8. The law separately regulates levying execution against electronic money, securities, and deposit funds
The law details the procedure for the seizure and write-off of electronic money, the seizure of securities in the depository accounting system, and the levying of execution against funds placed in deposit accounts.
This not only expands the range of assets available for enforcement but also makes the relevant mechanisms more certain for enforcement officers, banks, payment institutions, and depository institutions.
9. The law preserves certain additional safeguards for protected categories of debtors
The law preserves additional safeguards in respect of a debtor’s sole residence in small-value cases, prohibits the seizure of certain special-purpose accounts, including those related to compensation for property damaged or destroyed as a result of the war, and also simplifies the notarisation of certain medical documents for persons from the security and defence sector who suffered as a result of the armed aggression of the Russian Federation. Separately, for the period of martial law and for one year after its termination or cancellation, a special protection of the sole residence is introduced for certain protected categories of debtors, provided that a relevant application is submitted to the enforcement officer.
10. For creditors, high-quality preparation of documents at the outset becomes more important
If, in the application for compulsory enforcement, the creditor immediately indicates the debtor’s accounts, electronic wallets, securities accounts, or specific property, the enforcement officer must act immediately after opening the proceedings: impose a seizure or verify title to the specific property and levy execution against it.
The law also introduces a separate mechanism for resuming enforcement proceedings after the enforcement document has been returned to the creditor.
POINTS TO CONSIDER
First, templates for procedural documents in monetary recovery disputes should be updated to include account details, and a certificate or other document confirming the existence of the account should be obtained from the bank in advance.
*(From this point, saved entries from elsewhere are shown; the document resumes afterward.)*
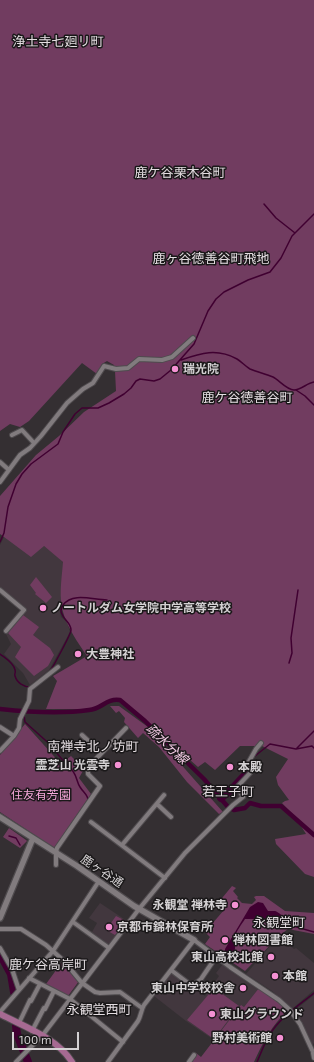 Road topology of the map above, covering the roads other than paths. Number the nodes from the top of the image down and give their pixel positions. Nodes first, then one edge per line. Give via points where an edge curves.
1 (193, 338) dead end
2 (12, 435) dead end
3 (34, 443) junction
4 (0, 462) edge
5 (9, 470) junction
6 (0, 482) edge
7 (0, 590) edge
8 (6, 631) dead end
9 (58, 667) dead end
10 (0, 727) edge
11 (126, 728) dead end
12 (14, 736) junction
13 (82, 736) dead end
14 (260, 743) dead end
15 (0, 751) edge
16 (101, 753) junction
17 (164, 795) dead end
18 (157, 804) junction
19 (0, 817) edge
20 (171, 817) dead end
21 (91, 822) dead end
22 (33, 838) junction
23 (122, 846) junction
24 (56, 853) junction
25 (56, 865) dead end
26 (164, 878) junction
27 (99, 882) junction
28 (139, 908) junction
29 (0, 918) edge
30 (73, 922) junction
31 (0, 929) edge
32 (194, 940) junction
33 (0, 948) edge
34 (109, 948) junction
35 (53, 951) junction
36 (216, 957) junction
37 (171, 970) junction
38 (29, 978) junction
39 (82, 983) junction
40 (40, 984) junction
41 (19, 990) junction
42 (54, 991) junction
43 (70, 999) junction
44 (142, 1008) junction
45 (0, 1013) edge
46 (18, 1023) junction
47 (32, 1030) junction
48 (42, 1036) junction
49 (123, 1042) junction
50 (313, 1053) edge
51 (194, 1055) dead end
52 (16, 1062) edge
53 (72, 1062) edge
54 (108, 1062) edge
55 (189, 1062) edge

1 - 3 street via 172,357 162,360 139,359 128,368 104,366 93,383 68,403
2 - 3 street via 22,430
3 - 5 street via 20,455
4 - 5 street
5 - 6 street
7 - 8 street via 24,610
9 - 12 street via 30,689 29,702
10 - 12 street
11 - 16 street
12 - 15 street
13 - 16 street
14 - 26 street via 247,765 251,772 238,786 243,798 230,808
16 - 24 street via 88,767 88,774 100,786
17 - 18 street
18 - 20 street
18 - 23 street
19 - 22 street, 鹿ヶ谷通
21 - 23 street
22 - 24 street, 鹿ヶ谷通
22 - 29 street
23 - 26 street
24 - 25 street
24 - 27 street, 鹿ヶ谷通
26 - 28 street
27 - 28 street, 鹿ヶ谷通
27 - 30 street
28 - 32 street, 鹿ヶ谷通
28 - 34 street
30 - 34 street
30 - 35 street
31 - 35 street via 21,929
32 - 36 street
32 - 37 street
33 - 41 street via 12,968
34 - 39 street
35 - 38 street
35 - 39 street
36 - 37 street via 192,986
36 - 50 street via 291,1011
37 - 44 street
38 - 40 street
38 - 41 street
39 - 43 street
39 - 44 street via 95,992 120,992
40 - 42 street
40 - 46 street
41 - 45 street
42 - 43 street
42 - 47 street
43 - 48 street
43 - 49 street
44 - 49 street via 141,1015
45 - 46 main road
46 - 47 main road
47 - 48 main road
48 - 52 street
48 - 53 main road via 58,1045
49 - 54 street
51 - 55 street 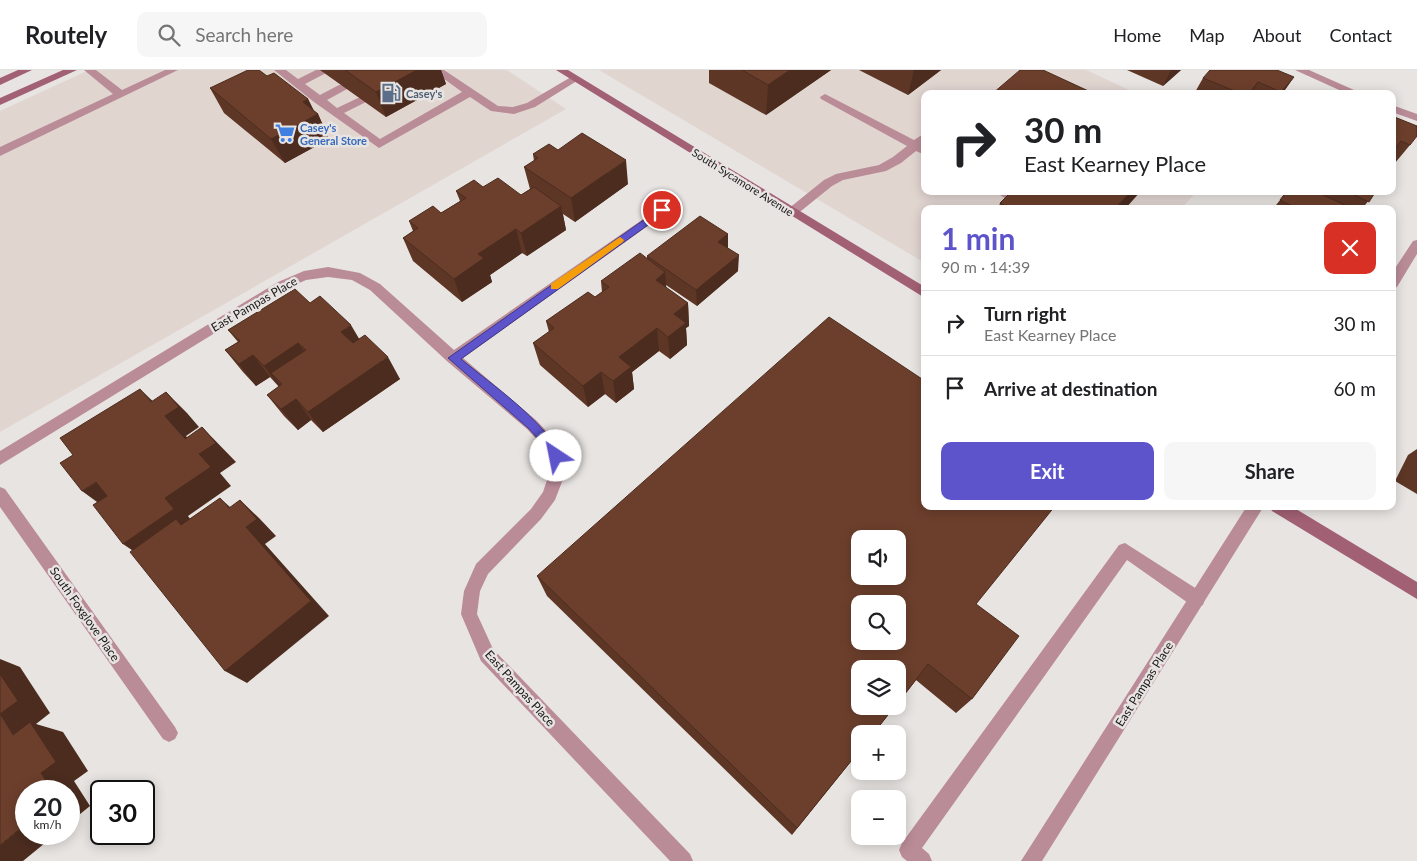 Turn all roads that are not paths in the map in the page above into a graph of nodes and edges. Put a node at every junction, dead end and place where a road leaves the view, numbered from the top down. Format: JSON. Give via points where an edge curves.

Second, it is advisable to review the approach to preparing materials at the enforcement stage. The more information about the debtor’s accounts, electronic wallets, securities, and other property that is collected at the outset, the greater the chances of a prompt seizure and actual recovery.
Third, in legal relationships where further completion depends on notarial or registration actions, the status of the counterparty or asset owner in the Unified Register of Debtors should be taken into account. This is especially relevant for transactions involving real estate, vehicles, pledged assets, and other property, the disposal of which may be restricted if the person is entered in the Register.
Fourth, creditors should bear in mind that the law preserves exceptions and restrictions regarding levying execution against certain assets and accounts of the debtor. This should be considered when planning recovery, dealing with pledged assets, and assessing the prospects of actual enforcement.
ENTRY INTO FORCE
Law No. 4833-IX enters into force six months after the date of its publication. At the same time, certain provisions enter into force already on the day following their publication, including the new requirements for statements of claim and applications for a court order, certain changes regarding the electronic form of enforcement documents, electronic document flow, and certain rules aimed at enabling enforcement actions to be taken more promptly.